The data should be written out in full, exactly as it stands, and the pictures dropped.
━━━ Given information
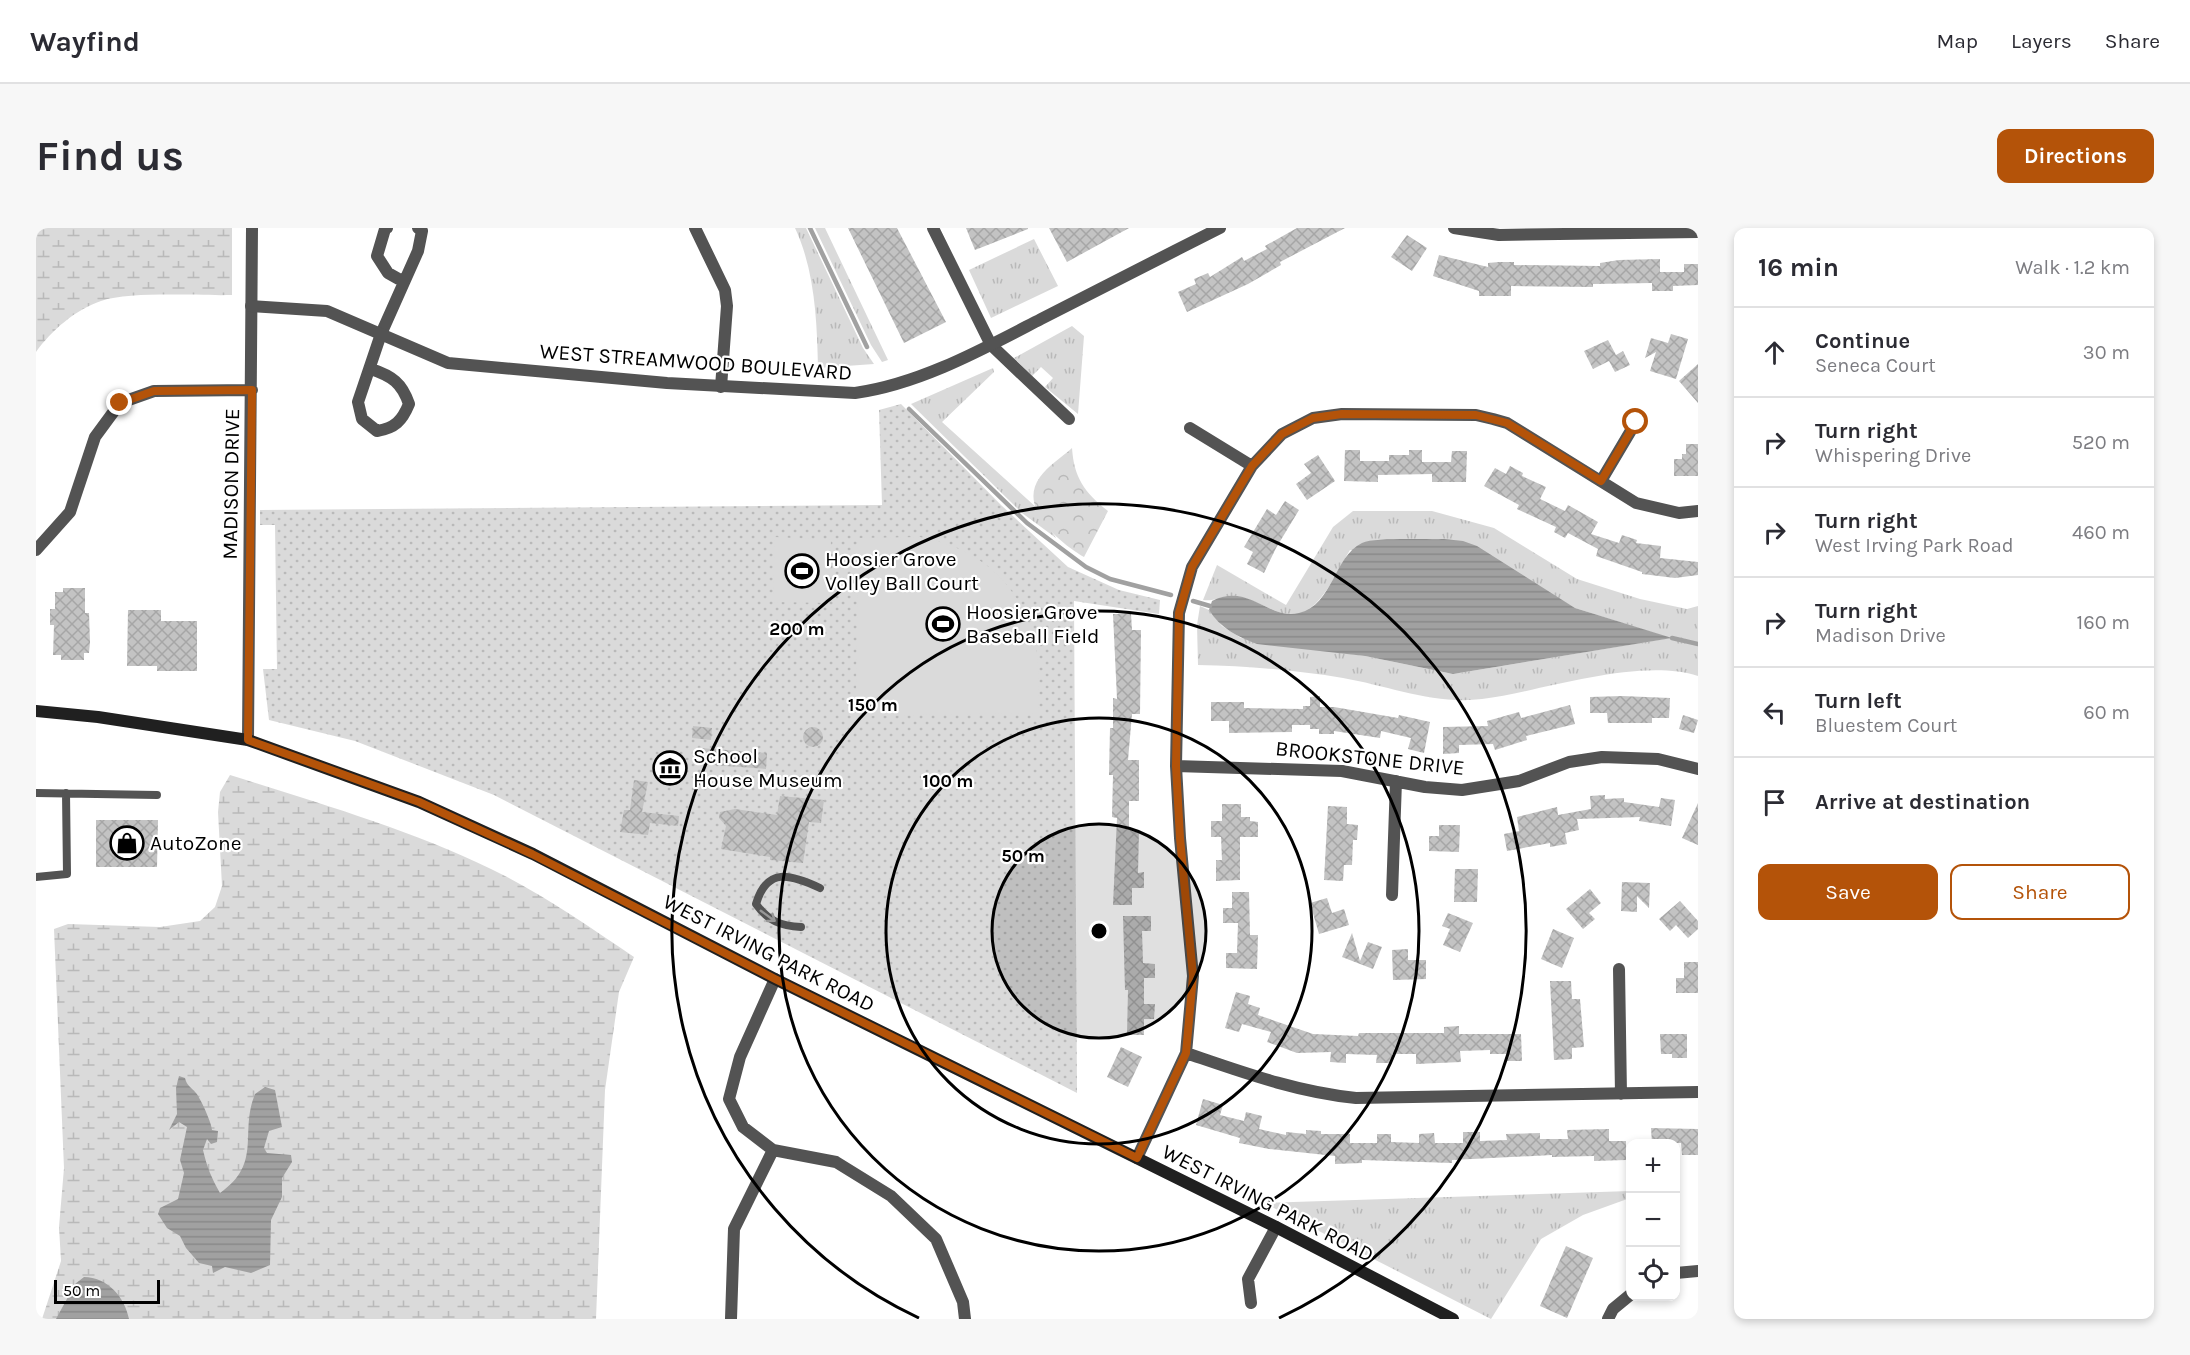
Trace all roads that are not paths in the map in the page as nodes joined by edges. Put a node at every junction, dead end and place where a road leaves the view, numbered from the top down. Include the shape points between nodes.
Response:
1 (252, 228) edge
2 (387, 228) edge
3 (418, 228) edge
4 (695, 228) edge
5 (933, 228) edge
6 (1220, 228) edge
7 (1454, 228) edge
8 (1698, 232) edge
9 (404, 282) junction
10 (251, 306) junction
11 (381, 334) junction
12 (991, 345) junction
13 (371, 369) junction
14 (721, 387) junction
15 (252, 390) junction
16 (1069, 419) dead end
17 (1636, 422) dead end
18 (1190, 428) dead end
19 (1252, 466) junction
20 (1601, 481) junction
21 (1698, 511) edge
22 (36, 550) edge
23 (36, 711) edge
24 (248, 740) junction
25 (1176, 766) junction
26 (1698, 769) edge
27 (1396, 781) junction
28 (36, 793) edge
29 (66, 793) junction
30 (157, 795) dead end
31 (36, 877) edge
32 (820, 888) dead end
33 (1392, 895) dead end
34 (801, 927) dead end
35 (1619, 969) dead end
36 (775, 979) junction
37 (1186, 1053) junction
38 (1698, 1092) edge
39 (1621, 1094) junction
40 (773, 1150) junction
41 (1137, 1158) junction
42 (1276, 1227) junction
43 (1698, 1271) edge
44 (1680, 1273) edge
45 (1626, 1298) edge
46 (1251, 1303) dead end
47 (731, 1319) edge
48 (965, 1319) edge
49 (1453, 1319) edge
50 (1608, 1319) edge

1 - 10 street, MADISON DRIVE
2 - 9 street via 377,256 388,273
3 - 9 street via 422,231 418,251
4 - 14 street via 725,290
5 - 12 street
6 - 12 street, WEST STREAMWOOD BOULEVARD
7 - 8 street via 1499,235
9 - 11 street
10 - 11 street, WEST STREAMWOOD BOULEVARD via 327,311
10 - 15 street, MADISON DRIVE
11 - 13 street
11 - 14 street, WEST STREAMWOOD BOULEVARD via 448,363
12 - 14 street, WEST STREAMWOOD BOULEVARD via 881,390 831,393
12 - 16 street
13 - 13 street via 358,402 362,419 377,431 391,429 409,405 404,389 390,375
15 - 22 street via 154,391 120,403 95,436 70,512
15 - 24 street, MADISON DRIVE
17 - 20 street
18 - 19 street
19 - 20 street via 1282,434 1313,418 1342,414 1476,415 1507,423
19 - 25 street via 1201,550 1184,588 1177,645
20 - 21 street via 1636,503 1679,513
23 - 24 main road, WEST IRVING PARK ROAD
24 - 36 main road, WEST IRVING PARK ROAD via 430,807 532,854
25 - 27 street, BROOKSTONE DRIVE via 1311,768
25 - 37 street via 1193,976
26 - 27 street, BROOKSTONE DRIVE via 1658,759 1602,757 1569,762 1518,782 1496,786 1462,789
27 - 33 street
28 - 29 lane
29 - 30 lane
29 - 31 lane via 67,874
32 -> 34 lane via 784,877 773,877 761,887 756,904 764,916 784,926
35 - 39 street
36 - 40 street via 740,1057 729,1099 743,1127
36 - 41 main road, WEST IRVING PARK ROAD
37 - 39 street via 1319,1095 1356,1098
37 - 41 street
38 - 39 street
40 - 47 street via 734,1229
40 - 48 street via 836,1162 891,1196 936,1239 963,1302
41 - 42 main road, WEST IRVING PARK ROAD
42 - 46 street via 1248,1279
42 - 49 main road, WEST IRVING PARK ROAD
43 - 44 street
45 - 50 street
━━━━━━
*Written solution*
Trace all roads that are not paths in the map in the page as nodes joined by edges. Put a node at every junction, dead end and place where a road leaves the view, numbered from the top down. Include the shape points between nodes.
Response:
1 (252, 228) edge
2 (387, 228) edge
3 (418, 228) edge
4 (695, 228) edge
5 (933, 228) edge
6 (1220, 228) edge
7 (1454, 228) edge
8 (1698, 232) edge
9 (404, 282) junction
10 (251, 306) junction
11 (381, 334) junction
12 (991, 345) junction
13 (371, 369) junction
14 (721, 387) junction
15 (252, 390) junction
16 (1069, 419) dead end
17 (1636, 422) dead end
18 (1190, 428) dead end
19 (1252, 466) junction
20 (1601, 481) junction
21 (1698, 511) edge
22 (36, 550) edge
23 (36, 711) edge
24 (248, 740) junction
25 (1176, 766) junction
26 (1698, 769) edge
27 (1396, 781) junction
28 (36, 793) edge
29 (66, 793) junction
30 (157, 795) dead end
31 (36, 877) edge
32 (820, 888) dead end
33 (1392, 895) dead end
34 (801, 927) dead end
35 (1619, 969) dead end
36 (775, 979) junction
37 (1186, 1053) junction
38 (1698, 1092) edge
39 (1621, 1094) junction
40 (773, 1150) junction
41 (1137, 1158) junction
42 (1276, 1227) junction
43 (1698, 1271) edge
44 (1680, 1273) edge
45 (1626, 1298) edge
46 (1251, 1303) dead end
47 (731, 1319) edge
48 (965, 1319) edge
49 (1453, 1319) edge
50 (1608, 1319) edge

1 - 10 street, MADISON DRIVE
2 - 9 street via 377,256 388,273
3 - 9 street via 422,231 418,251
4 - 14 street via 725,290
5 - 12 street
6 - 12 street, WEST STREAMWOOD BOULEVARD
7 - 8 street via 1499,235
9 - 11 street
10 - 11 street, WEST STREAMWOOD BOULEVARD via 327,311
10 - 15 street, MADISON DRIVE
11 - 13 street
11 - 14 street, WEST STREAMWOOD BOULEVARD via 448,363
12 - 14 street, WEST STREAMWOOD BOULEVARD via 881,390 831,393
12 - 16 street
13 - 13 street via 358,402 362,419 377,431 391,429 409,405 404,389 390,375
15 - 22 street via 154,391 120,403 95,436 70,512
15 - 24 street, MADISON DRIVE
17 - 20 street
18 - 19 street
19 - 20 street via 1282,434 1313,418 1342,414 1476,415 1507,423
19 - 25 street via 1201,550 1184,588 1177,645
20 - 21 street via 1636,503 1679,513
23 - 24 main road, WEST IRVING PARK ROAD
24 - 36 main road, WEST IRVING PARK ROAD via 430,807 532,854
25 - 27 street, BROOKSTONE DRIVE via 1311,768
25 - 37 street via 1193,976
26 - 27 street, BROOKSTONE DRIVE via 1658,759 1602,757 1569,762 1518,782 1496,786 1462,789
27 - 33 street
28 - 29 lane
29 - 30 lane
29 - 31 lane via 67,874
32 -> 34 lane via 784,877 773,877 761,887 756,904 764,916 784,926
35 - 39 street
36 - 40 street via 740,1057 729,1099 743,1127
36 - 41 main road, WEST IRVING PARK ROAD
37 - 39 street via 1319,1095 1356,1098
37 - 41 street
38 - 39 street
40 - 47 street via 734,1229
40 - 48 street via 836,1162 891,1196 936,1239 963,1302
41 - 42 main road, WEST IRVING PARK ROAD
42 - 46 street via 1248,1279
42 - 49 main road, WEST IRVING PARK ROAD
43 - 44 street
45 - 50 street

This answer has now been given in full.